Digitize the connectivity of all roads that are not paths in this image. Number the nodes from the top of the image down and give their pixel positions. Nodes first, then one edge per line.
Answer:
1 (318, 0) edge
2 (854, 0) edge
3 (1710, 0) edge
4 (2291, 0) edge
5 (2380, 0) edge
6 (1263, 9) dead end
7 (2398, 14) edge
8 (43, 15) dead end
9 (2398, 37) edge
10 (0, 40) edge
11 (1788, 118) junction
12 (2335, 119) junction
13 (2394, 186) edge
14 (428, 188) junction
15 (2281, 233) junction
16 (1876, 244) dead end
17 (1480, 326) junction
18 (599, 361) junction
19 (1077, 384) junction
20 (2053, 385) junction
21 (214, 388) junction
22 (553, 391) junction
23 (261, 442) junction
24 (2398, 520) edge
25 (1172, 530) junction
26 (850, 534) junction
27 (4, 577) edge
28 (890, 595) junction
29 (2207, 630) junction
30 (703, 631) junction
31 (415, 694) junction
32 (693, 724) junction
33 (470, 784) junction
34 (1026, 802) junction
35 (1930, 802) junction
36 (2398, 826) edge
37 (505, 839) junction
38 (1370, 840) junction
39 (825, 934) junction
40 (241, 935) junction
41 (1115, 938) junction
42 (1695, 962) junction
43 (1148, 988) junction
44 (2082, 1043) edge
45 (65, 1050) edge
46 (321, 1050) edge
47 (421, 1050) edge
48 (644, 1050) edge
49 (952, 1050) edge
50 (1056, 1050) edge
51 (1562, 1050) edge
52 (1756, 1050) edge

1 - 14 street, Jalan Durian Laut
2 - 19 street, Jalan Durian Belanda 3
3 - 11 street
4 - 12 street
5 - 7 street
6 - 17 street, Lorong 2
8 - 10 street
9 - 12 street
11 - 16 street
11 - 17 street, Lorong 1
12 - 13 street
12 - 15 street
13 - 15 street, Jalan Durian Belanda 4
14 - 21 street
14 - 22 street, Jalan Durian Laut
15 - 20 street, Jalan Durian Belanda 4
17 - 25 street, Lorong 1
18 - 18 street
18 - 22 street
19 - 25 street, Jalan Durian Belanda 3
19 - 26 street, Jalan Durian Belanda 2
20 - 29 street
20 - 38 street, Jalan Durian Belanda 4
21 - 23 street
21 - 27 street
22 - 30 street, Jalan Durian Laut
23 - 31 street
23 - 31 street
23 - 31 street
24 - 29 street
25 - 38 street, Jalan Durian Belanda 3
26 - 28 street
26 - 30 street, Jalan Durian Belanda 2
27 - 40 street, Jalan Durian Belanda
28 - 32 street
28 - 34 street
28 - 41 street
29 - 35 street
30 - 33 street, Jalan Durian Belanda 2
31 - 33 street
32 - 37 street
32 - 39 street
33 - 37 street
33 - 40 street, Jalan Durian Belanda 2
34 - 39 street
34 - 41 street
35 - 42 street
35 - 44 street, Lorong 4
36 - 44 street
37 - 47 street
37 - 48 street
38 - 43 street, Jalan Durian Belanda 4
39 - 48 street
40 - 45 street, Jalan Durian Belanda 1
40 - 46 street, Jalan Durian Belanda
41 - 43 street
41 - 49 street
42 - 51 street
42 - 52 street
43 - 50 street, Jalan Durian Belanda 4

# [EXERCISE DESCRIPTION]
Extract all of the data shown above and repeat it verbatim.

# [SOLUTION TO THIS EXERCISE]
Digitize the connectivity of all roads that are not paths in this image. Number the nodes from the top of the image down and give their pixel positions. Nodes first, then one edge per line.
Answer:
1 (318, 0) edge
2 (854, 0) edge
3 (1710, 0) edge
4 (2291, 0) edge
5 (2380, 0) edge
6 (1263, 9) dead end
7 (2398, 14) edge
8 (43, 15) dead end
9 (2398, 37) edge
10 (0, 40) edge
11 (1788, 118) junction
12 (2335, 119) junction
13 (2394, 186) edge
14 (428, 188) junction
15 (2281, 233) junction
16 (1876, 244) dead end
17 (1480, 326) junction
18 (599, 361) junction
19 (1077, 384) junction
20 (2053, 385) junction
21 (214, 388) junction
22 (553, 391) junction
23 (261, 442) junction
24 (2398, 520) edge
25 (1172, 530) junction
26 (850, 534) junction
27 (4, 577) edge
28 (890, 595) junction
29 (2207, 630) junction
30 (703, 631) junction
31 (415, 694) junction
32 (693, 724) junction
33 (470, 784) junction
34 (1026, 802) junction
35 (1930, 802) junction
36 (2398, 826) edge
37 (505, 839) junction
38 (1370, 840) junction
39 (825, 934) junction
40 (241, 935) junction
41 (1115, 938) junction
42 (1695, 962) junction
43 (1148, 988) junction
44 (2082, 1043) edge
45 (65, 1050) edge
46 (321, 1050) edge
47 (421, 1050) edge
48 (644, 1050) edge
49 (952, 1050) edge
50 (1056, 1050) edge
51 (1562, 1050) edge
52 (1756, 1050) edge

1 - 14 street, Jalan Durian Laut
2 - 19 street, Jalan Durian Belanda 3
3 - 11 street
4 - 12 street
5 - 7 street
6 - 17 street, Lorong 2
8 - 10 street
9 - 12 street
11 - 16 street
11 - 17 street, Lorong 1
12 - 13 street
12 - 15 street
13 - 15 street, Jalan Durian Belanda 4
14 - 21 street
14 - 22 street, Jalan Durian Laut
15 - 20 street, Jalan Durian Belanda 4
17 - 25 street, Lorong 1
18 - 18 street
18 - 22 street
19 - 25 street, Jalan Durian Belanda 3
19 - 26 street, Jalan Durian Belanda 2
20 - 29 street
20 - 38 street, Jalan Durian Belanda 4
21 - 23 street
21 - 27 street
22 - 30 street, Jalan Durian Laut
23 - 31 street
23 - 31 street
23 - 31 street
24 - 29 street
25 - 38 street, Jalan Durian Belanda 3
26 - 28 street
26 - 30 street, Jalan Durian Belanda 2
27 - 40 street, Jalan Durian Belanda
28 - 32 street
28 - 34 street
28 - 41 street
29 - 35 street
30 - 33 street, Jalan Durian Belanda 2
31 - 33 street
32 - 37 street
32 - 39 street
33 - 37 street
33 - 40 street, Jalan Durian Belanda 2
34 - 39 street
34 - 41 street
35 - 42 street
35 - 44 street, Lorong 4
36 - 44 street
37 - 47 street
37 - 48 street
38 - 43 street, Jalan Durian Belanda 4
39 - 48 street
40 - 45 street, Jalan Durian Belanda 1
40 - 46 street, Jalan Durian Belanda
41 - 43 street
41 - 49 street
42 - 51 street
42 - 52 street
43 - 50 street, Jalan Durian Belanda 4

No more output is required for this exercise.